Free from fear or favour
No tracking. No cookies

Music from the Power of POSITIVITY and PRISON

Since Joey Base left prison in August 2016 he has become one of the most exciting rising stars on the Urban Music scene.

Since Joey Base left prison in August  2016 he has become one of the most exciting rising stars on the Urban Music scene.

Joey released his first single ‘Ready for Me’ that notched up 60,000 views on YouTube. He admits he perhaps went to positive on his second single ‘Here my Love’ which wasn’t so successful. As he says ‘Only a positive message doesn’t work that well in Urban Music, so I leant to tell my story in music more”

This he did in his song ‘Life Over Circumstances’, that tells his story from prison, to his mother’s death and turning his life around. Since then all his music have told elements of his story.

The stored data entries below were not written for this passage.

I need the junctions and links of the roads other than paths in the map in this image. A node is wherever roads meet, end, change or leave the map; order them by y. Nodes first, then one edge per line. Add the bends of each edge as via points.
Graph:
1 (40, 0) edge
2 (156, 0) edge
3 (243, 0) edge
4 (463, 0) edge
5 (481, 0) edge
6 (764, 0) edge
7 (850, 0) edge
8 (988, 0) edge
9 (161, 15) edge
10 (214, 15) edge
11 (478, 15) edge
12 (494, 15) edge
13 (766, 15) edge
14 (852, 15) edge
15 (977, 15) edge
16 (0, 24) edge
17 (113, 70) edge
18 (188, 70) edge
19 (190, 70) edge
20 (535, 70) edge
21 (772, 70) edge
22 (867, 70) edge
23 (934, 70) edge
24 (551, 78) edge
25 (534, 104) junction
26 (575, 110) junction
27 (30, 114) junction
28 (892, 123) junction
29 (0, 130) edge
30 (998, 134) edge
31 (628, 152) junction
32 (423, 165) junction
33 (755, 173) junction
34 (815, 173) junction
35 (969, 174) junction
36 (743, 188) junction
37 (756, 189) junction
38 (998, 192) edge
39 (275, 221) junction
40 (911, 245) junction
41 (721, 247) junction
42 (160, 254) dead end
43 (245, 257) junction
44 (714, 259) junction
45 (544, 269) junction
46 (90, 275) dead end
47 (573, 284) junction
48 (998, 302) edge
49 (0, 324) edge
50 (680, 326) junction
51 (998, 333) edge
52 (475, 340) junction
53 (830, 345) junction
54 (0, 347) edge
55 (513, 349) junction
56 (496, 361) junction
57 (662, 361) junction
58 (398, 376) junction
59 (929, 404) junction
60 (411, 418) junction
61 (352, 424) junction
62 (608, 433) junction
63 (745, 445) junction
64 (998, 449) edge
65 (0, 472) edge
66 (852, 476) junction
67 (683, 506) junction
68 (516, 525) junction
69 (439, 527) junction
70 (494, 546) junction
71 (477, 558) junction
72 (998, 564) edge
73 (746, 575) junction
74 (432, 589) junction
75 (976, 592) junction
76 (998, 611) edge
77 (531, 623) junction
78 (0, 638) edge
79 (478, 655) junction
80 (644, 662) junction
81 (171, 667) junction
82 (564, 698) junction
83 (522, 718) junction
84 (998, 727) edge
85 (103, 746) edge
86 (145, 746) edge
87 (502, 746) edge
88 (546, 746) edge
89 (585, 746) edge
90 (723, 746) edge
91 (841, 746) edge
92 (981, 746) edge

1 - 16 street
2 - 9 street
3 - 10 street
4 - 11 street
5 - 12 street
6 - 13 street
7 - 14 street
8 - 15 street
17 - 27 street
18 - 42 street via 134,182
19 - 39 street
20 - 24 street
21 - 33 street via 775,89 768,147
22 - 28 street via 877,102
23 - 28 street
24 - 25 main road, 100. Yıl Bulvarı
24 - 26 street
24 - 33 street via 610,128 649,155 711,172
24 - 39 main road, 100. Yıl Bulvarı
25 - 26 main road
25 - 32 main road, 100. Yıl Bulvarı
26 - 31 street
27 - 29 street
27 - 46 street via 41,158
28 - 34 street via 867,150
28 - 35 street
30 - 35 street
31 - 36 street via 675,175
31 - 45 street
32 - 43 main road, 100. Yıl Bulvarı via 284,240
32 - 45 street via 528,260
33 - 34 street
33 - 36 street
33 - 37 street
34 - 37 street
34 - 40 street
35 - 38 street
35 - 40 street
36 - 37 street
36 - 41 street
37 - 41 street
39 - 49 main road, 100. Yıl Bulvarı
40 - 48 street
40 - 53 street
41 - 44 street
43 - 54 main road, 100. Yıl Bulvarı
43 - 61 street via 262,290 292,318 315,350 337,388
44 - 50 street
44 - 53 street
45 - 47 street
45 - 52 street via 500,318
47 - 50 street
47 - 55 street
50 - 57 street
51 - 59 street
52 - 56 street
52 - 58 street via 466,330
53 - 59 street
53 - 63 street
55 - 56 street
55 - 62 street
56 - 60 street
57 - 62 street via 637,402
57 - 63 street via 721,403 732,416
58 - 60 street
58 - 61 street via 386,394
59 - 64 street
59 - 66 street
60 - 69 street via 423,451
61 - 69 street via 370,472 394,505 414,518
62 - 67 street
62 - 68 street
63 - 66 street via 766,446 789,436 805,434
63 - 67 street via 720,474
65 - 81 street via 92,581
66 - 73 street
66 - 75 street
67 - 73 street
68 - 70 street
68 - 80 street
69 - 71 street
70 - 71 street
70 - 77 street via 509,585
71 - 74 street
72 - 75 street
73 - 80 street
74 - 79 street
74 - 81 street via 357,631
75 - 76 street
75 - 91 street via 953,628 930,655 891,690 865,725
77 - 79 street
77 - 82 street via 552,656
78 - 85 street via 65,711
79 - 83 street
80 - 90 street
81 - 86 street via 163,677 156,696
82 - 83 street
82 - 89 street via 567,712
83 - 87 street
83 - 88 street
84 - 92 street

Joey Base creates a rare type of Urban music that crosses over to a wide audience but still keeps its integrity for original fans. Joey, himself, has a great sense of style and his videos are a work of art and meticulously choreographed and styled by him alone.

“I was not enticed by the money side of the book, but the positivity was so powerful that I knew that was how I wanted to live my life”

Joey Base, Musician

To him this is only an end to a means: ‘To me it is all about my story and a positive message, but I have to dress it up with fine clothes and lifestyle to interest people, but that is not who I am.”

His recent single Pattern Up has had 2.9 million views on YouTube and the video cost more than £80,000 to produce. Not bad for someone who between the ages of 17 and 25 was inside prison more than out. How did this charismatic musician with his own label and growing success, achieve this?

Like many kids, Joey made music in his bedroom in his early teens. He built a studio at home where he and his friends hung out instead of going to school on the Deeds Housing estate in Deptford. This led to the inevitable truancy and trouble at school. So far, a story repeated many times.

The moment the judge sentenced Joey he was determined to turn his life around and to use this last prison sentence to make it happen. At first the prison staff were suspicious of his motives but soon they saw he was serious and gave him jobs and made him a trusted prisoner. This gave him access to books and newspapers he read voraciously, especially self- help books.

The thing he missed most in prison was making music but he did manage to smuggle in an I Phone. With this he could keep up with the music industry, research record labels and see what was happening.

Joey’s favourite book was ‘Think and Grow Rich’ by Napoleon Hill. As Joey says: ‘I was not enticed by the money side of the book, but the positivity was so powerful that I knew that was how I wanted to live my life’. When he left prison in the summer of 2016, he started to make positivity work for him.

Joey was always popular and likeable. When he started breaking the law, he found prison easy. He knew the score and everybody liked him inside. When his mother died when he was 19, he became angry with the world and the cycle or crime and prison became even worse.

But something changed when he was arrested and sentenced to another stretch in prison in September 2015. It might have been because he had given up smoking weed. It might have just been that he remembered his boy hood ambition to be a musician. He was determined this was the last time he was going inside.